**Task brief**
Among the lines below, how many carry the string "Maconochie"? Reply with a number and nothing else.

Records excerpted from a collection:
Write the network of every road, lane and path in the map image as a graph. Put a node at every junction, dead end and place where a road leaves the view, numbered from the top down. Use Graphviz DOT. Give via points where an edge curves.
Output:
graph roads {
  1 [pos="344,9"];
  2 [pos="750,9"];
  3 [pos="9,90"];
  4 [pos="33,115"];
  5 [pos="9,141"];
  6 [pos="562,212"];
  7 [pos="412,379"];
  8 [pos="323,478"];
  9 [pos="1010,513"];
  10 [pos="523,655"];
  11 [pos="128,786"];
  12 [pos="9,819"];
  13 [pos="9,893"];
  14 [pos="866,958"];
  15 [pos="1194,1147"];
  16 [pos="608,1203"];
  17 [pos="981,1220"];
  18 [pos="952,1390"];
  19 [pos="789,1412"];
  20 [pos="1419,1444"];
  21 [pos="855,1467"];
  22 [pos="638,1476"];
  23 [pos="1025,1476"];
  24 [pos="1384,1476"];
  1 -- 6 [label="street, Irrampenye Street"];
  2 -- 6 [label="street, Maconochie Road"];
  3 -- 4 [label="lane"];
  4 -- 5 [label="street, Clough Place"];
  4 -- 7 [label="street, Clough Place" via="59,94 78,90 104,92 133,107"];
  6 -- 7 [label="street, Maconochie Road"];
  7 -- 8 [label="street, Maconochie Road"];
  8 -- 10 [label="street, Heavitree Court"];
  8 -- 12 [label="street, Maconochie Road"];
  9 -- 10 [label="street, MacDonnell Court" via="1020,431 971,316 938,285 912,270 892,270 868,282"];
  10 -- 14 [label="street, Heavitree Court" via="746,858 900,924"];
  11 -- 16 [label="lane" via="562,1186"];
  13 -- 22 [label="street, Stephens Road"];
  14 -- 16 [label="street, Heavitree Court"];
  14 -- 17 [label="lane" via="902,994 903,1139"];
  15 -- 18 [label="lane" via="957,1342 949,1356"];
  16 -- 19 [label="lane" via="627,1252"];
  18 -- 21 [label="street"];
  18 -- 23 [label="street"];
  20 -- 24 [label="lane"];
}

**Worked solution**
4